Brussels, 12/01/2012 (Agence Europe) - On Thursday 12 January, the president of the European Central Bank, Mario Draghi, welcomed the progress in drawing up a budget discipline treaty that he the wants 26 member states involved to sign on 30 January (see EUROPE 10529). He said it would be great news if the deal could be signed on 30 January rather than in March. Earlier this week, the French president, Nicolas Sarkozy, and the German chancellor, Angela Merkel, called for the deal to be signed on 1 March (see EUROPE 100527).
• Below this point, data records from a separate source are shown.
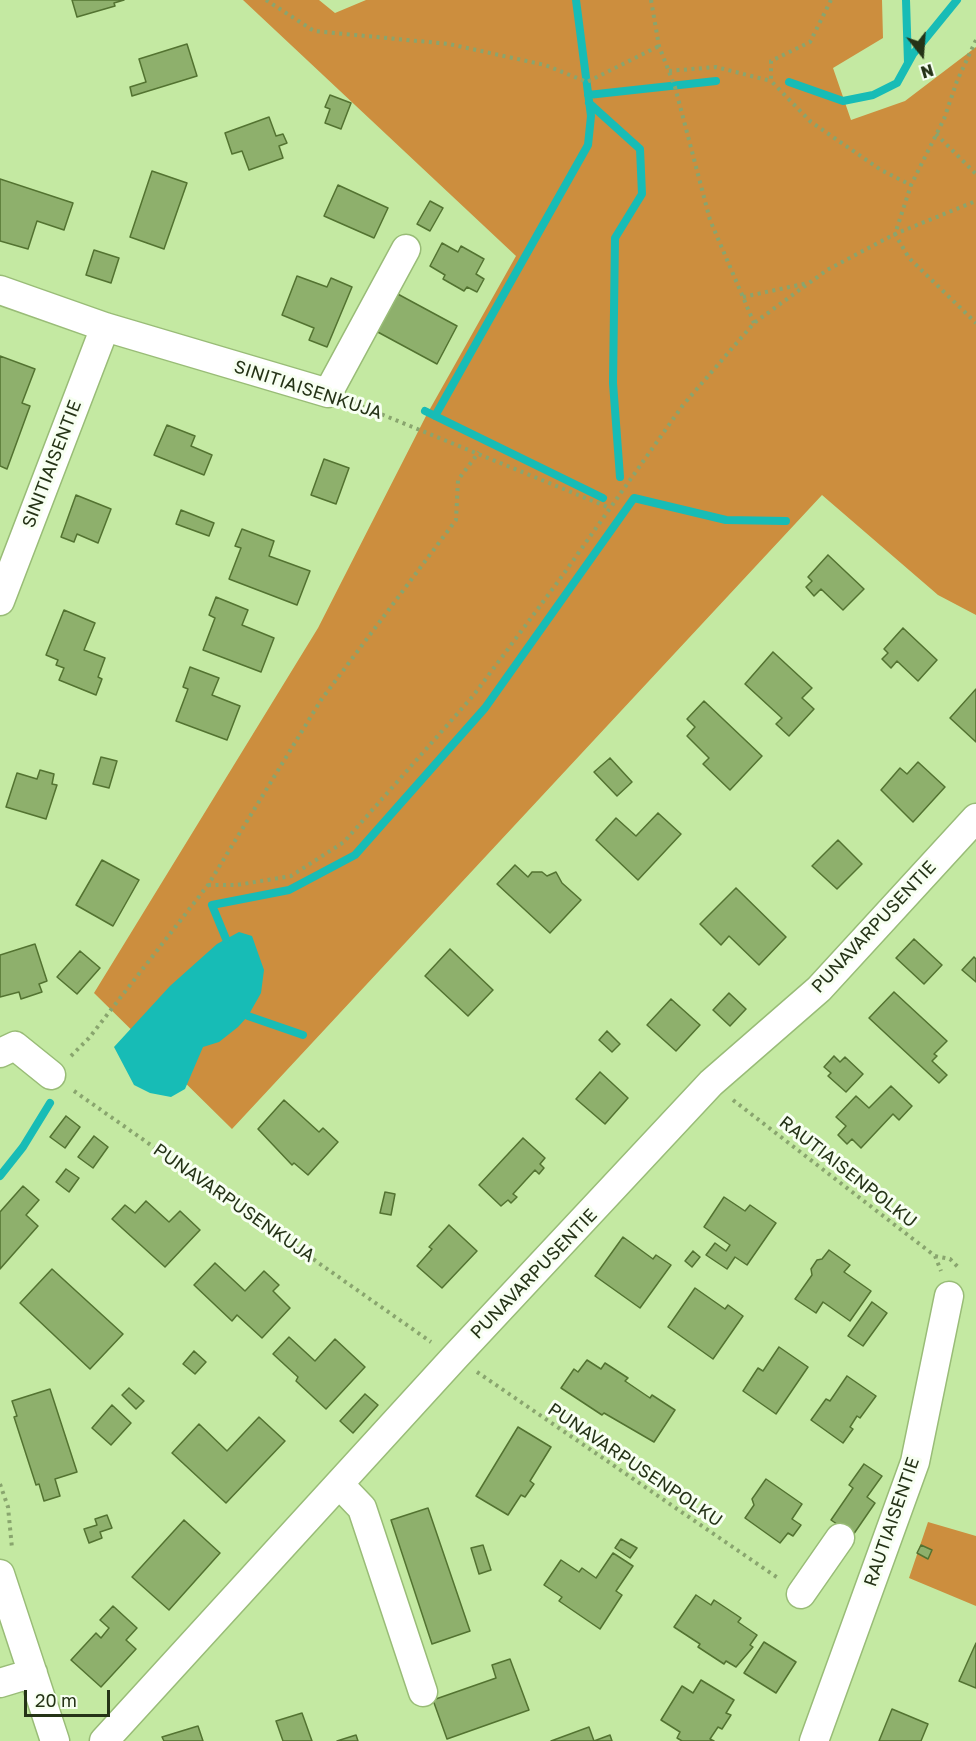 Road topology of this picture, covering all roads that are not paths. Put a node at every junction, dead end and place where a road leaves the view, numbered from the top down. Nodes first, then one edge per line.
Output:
1 (406, 249) dead end
2 (0, 290) edge
3 (105, 327) junction
4 (0, 601) edge
5 (976, 818) edge
6 (7, 1050) edge
7 (51, 1075) road end
8 (949, 1296) road end
9 (339, 1485) junction
10 (840, 1538) dead end
11 (0, 1574) edge
12 (801, 1594) road end
13 (33, 1673) junction
14 (0, 1683) edge
15 (423, 1692) dead end
16 (55, 1741) edge
17 (104, 1741) edge
18 (814, 1741) edge

1 - 3 street, SINITIAISENKUJA
2 - 3 street, SINITIAISENKUJA
3 - 4 street, SINITIAISENTIE
5 - 9 street, PUNAVARPUSENTIE
6 - 7 street
8 - 18 street, RAUTIAISENTIE
9 - 15 street
9 - 17 street, PUNAVARPUSENTIE
10 - 12 street
11 - 13 street
13 - 14 street
13 - 16 street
The ECB comments: “The new fiscal pact, comprising a fundamental restatement of the fiscal rules (…), is an important contribution to ensuring the long-run sustainability of public finances in the euro area countries.” The wording of the rules needs to be “unambiguous and effective.”
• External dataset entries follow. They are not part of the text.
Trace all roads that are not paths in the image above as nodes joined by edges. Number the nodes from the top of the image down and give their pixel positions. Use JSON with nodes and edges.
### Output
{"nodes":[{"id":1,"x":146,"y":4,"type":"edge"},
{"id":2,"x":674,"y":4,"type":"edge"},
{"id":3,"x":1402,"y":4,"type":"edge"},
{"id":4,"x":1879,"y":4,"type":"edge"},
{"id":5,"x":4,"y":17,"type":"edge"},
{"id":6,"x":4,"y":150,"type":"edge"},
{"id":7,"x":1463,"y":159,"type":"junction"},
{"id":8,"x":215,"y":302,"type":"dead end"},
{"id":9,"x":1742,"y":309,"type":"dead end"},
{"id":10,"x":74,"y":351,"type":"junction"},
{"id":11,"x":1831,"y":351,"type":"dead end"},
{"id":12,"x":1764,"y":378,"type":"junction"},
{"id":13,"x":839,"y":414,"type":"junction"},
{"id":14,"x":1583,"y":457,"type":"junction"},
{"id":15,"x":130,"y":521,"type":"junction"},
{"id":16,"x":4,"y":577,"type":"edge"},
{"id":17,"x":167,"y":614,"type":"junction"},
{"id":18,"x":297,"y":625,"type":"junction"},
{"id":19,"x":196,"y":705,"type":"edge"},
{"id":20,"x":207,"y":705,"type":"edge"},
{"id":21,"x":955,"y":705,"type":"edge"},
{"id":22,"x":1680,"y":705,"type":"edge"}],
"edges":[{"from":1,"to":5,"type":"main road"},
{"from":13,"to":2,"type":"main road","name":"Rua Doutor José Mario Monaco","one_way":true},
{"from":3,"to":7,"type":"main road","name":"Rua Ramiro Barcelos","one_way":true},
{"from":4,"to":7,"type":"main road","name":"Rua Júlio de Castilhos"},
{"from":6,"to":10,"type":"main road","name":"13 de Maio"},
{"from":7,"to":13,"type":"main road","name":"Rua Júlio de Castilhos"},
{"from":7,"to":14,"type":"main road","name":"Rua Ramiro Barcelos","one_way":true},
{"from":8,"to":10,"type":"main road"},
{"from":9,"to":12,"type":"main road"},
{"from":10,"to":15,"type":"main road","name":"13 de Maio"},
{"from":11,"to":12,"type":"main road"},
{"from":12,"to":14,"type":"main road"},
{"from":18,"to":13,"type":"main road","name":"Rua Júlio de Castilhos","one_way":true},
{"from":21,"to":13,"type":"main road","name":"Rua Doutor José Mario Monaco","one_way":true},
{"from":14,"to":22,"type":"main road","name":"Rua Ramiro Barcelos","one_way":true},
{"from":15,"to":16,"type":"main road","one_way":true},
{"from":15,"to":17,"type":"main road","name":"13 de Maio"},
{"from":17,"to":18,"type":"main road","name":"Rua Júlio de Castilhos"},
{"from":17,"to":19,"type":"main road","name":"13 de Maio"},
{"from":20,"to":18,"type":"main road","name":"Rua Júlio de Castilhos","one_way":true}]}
EFSF. Draghi called for an urgent expansion of the European bailout fund, adding that a partnership deal would soon be signed by the European Central Bank and the European Financial Stability Facility (EFSF). All ways of increasing the fund's firepower are welcome, he said. The eurozone countries are due to set up leverage to enable the EFSF to borrow up to a trillion euros using an instrument backed by the IMF. Europe will increase its contribution to the IMF by €200 billion to help set up credit lines for struggling countries.
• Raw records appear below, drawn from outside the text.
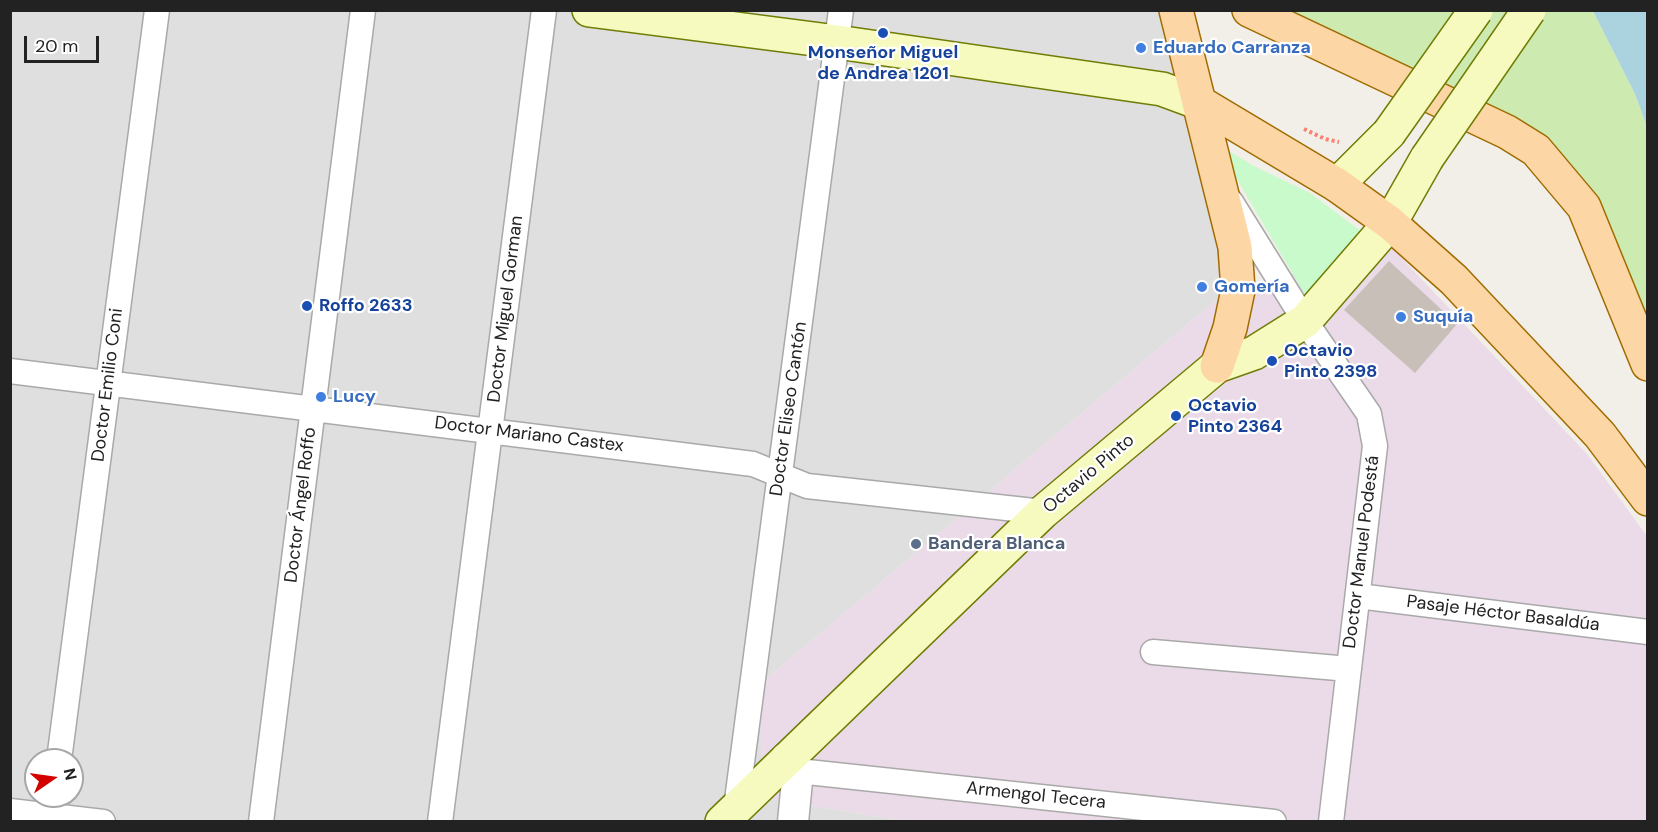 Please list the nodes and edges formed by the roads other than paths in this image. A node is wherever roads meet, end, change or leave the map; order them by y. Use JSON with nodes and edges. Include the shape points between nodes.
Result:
{"nodes":[{"id":1,"x":158,"y":10,"type":"edge"},
{"id":2,"x":363,"y":10,"type":"edge"},
{"id":3,"x":544,"y":10,"type":"edge"},
{"id":4,"x":589,"y":10,"type":"edge"},
{"id":5,"x":1176,"y":10,"type":"edge"},
{"id":6,"x":1249,"y":10,"type":"edge"},
{"id":7,"x":1476,"y":10,"type":"edge"},
{"id":8,"x":1529,"y":10,"type":"edge"},
{"id":9,"x":839,"y":26,"type":"edge"},
{"id":10,"x":1200,"y":103,"type":"junction"},
{"id":11,"x":1218,"y":182,"type":"junction"},
{"id":12,"x":1337,"y":185,"type":"junction"},
{"id":13,"x":1390,"y":223,"type":"junction"},
{"id":14,"x":1305,"y":321,"type":"junction"},
{"id":15,"x":1647,"y":364,"type":"edge"},
{"id":16,"x":1217,"y":366,"type":"junction"},
{"id":17,"x":10,"y":371,"type":"edge"},
{"id":18,"x":109,"y":383,"type":"junction"},
{"id":19,"x":313,"y":409,"type":"junction"},
{"id":20,"x":490,"y":430,"type":"junction"},
{"id":21,"x":780,"y":474,"type":"junction"},
{"id":22,"x":1647,"y":499,"type":"edge"},
{"id":23,"x":1043,"y":512,"type":"junction"},
{"id":24,"x":1358,"y":596,"type":"junction"},
{"id":25,"x":1647,"y":632,"type":"edge"},
{"id":26,"x":1154,"y":652,"type":"dead end"},
{"id":27,"x":1349,"y":669,"type":"junction"},
{"id":28,"x":61,"y":748,"type":"edge"},
{"id":29,"x":792,"y":765,"type":"junction"},
{"id":30,"x":10,"y":811,"type":"edge"},
{"id":31,"x":52,"y":811,"type":"edge"},
{"id":32,"x":729,"y":815,"type":"edge"},
{"id":33,"x":103,"y":822,"type":"edge"},
{"id":34,"x":261,"y":822,"type":"edge"},
{"id":35,"x":440,"y":822,"type":"edge"},
{"id":36,"x":793,"y":822,"type":"edge"},
{"id":37,"x":1274,"y":822,"type":"edge"},
{"id":38,"x":1331,"y":822,"type":"edge"}],
"edges":[{"from":1,"to":18,"type":"street","name":"Doctor Emilio Coni"},
{"from":2,"to":19,"type":"street","name":"Doctor Ángel Roffo"},
{"from":3,"to":20,"type":"street","name":"Doctor Miguel Gorman"},
{"from":4,"to":9,"type":"main road"},
{"from":5,"to":10,"type":"main road"},
{"from":6,"to":15,"type":"main road","via":[[1507,132],[1536,150],[1584,207]]},
{"from":7,"to":12,"type":"main road","bridge":true,"via":[[1389,133]]},
{"from":8,"to":13,"type":"main road","name":"Octavio Pinto","bridge":true,"via":[[1427,158]]},
{"from":9,"to":10,"type":"main road","via":[[1162,89]]},
{"from":9,"to":21,"type":"street","name":"Doctor Eliseo Cantón"},
{"from":10,"to":11,"type":"main road"},
{"from":10,"to":12,"type":"main road"},
{"from":11,"to":14,"type":"street","name":"Doctor Manuel Podestá"},
{"from":11,"to":16,"type":"main road","via":[[1235,247],[1238,290]]},
{"from":12,"to":13,"type":"main road"},
{"from":13,"to":14,"type":"main road","name":"Octavio Pinto"},
{"from":13,"to":22,"type":"main road","via":[[1454,280],[1600,435]]},
{"from":14,"to":16,"type":"main road","name":"Octavio Pinto","via":[[1254,353]]},
{"from":14,"to":24,"type":"street","name":"Doctor Manuel Podestá","via":[[1370,414],[1375,446]]},
{"from":16,"to":23,"type":"main road","name":"Octavio Pinto"},
{"from":17,"to":18,"type":"street","name":"Doctor Mariano Castex"},
{"from":18,"to":19,"type":"street","name":"Doctor Mariano Castex"},
{"from":18,"to":28,"type":"street","name":"Doctor Emilio Coni"},
{"from":19,"to":20,"type":"street","name":"Doctor Mariano Castex"},
{"from":19,"to":34,"type":"street","name":"Doctor Ángel Roffo"},
{"from":20,"to":21,"type":"street","name":"Doctor Mariano Castex","via":[[753,464]]},
{"from":20,"to":35,"type":"street","name":"Doctor Miguel Gorman"},
{"from":21,"to":23,"type":"street","name":"Doctor Mariano Castex","via":[[807,486]]},
{"from":21,"to":32,"type":"street","name":"Doctor Eliseo Cantón"},
{"from":23,"to":29,"type":"main road","name":"Octavio Pinto"},
{"from":24,"to":25,"type":"street","name":"Pasaje Héctor Basaldúa"},
{"from":24,"to":27,"type":"street","name":"Doctor Manuel Podestá"},
{"from":26,"to":27,"type":"street"},
{"from":27,"to":38,"type":"street","name":"Doctor Manuel Podestá"},
{"from":29,"to":32,"type":"main road","name":"Octavio Pinto"},
{"from":29,"to":36,"type":"street"},
{"from":29,"to":37,"type":"street","name":"Armengol Tecera"},
{"from":30,"to":31,"type":"street"},
{"from":31,"to":33,"type":"street"}]}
Monti said the ECB had seen very important progress in budget consolidation in some eurozone countries that was starting to reduce the interest rates charged on struggling countries' sovereign debt. He said budget consolidation is inevitable, necessary and crucial and should be accompanied by structural reforms to encourage competitiveness and introduce flexibility on the labour markets.
Commenting on the ECB's recent wave of three-year, cheap loans to eurozone banks, Draghi said it would help them manage their cash and loans more effectively so that they can focus on financing the real economy. He said that the banks taking advantage of the cheap cash were the same ones as deposit funds with the ECB, admitting that the inter-bank lending system is not working properly.
Hungary. The ECB says it is very concerned about events in Hungary, where Viktor Orban's government has introduced political control over the central bank. Draghi said this ran counter to the spirit of the treaty and central bank independence.
The ECB unanimously decided to leave euro interest rates unchanged at 1%, the lowest level ever. The bank believes inflation will remain above 2% for several months to come but will then return to the ECB's target of just under 2%. (MB/transl.fl)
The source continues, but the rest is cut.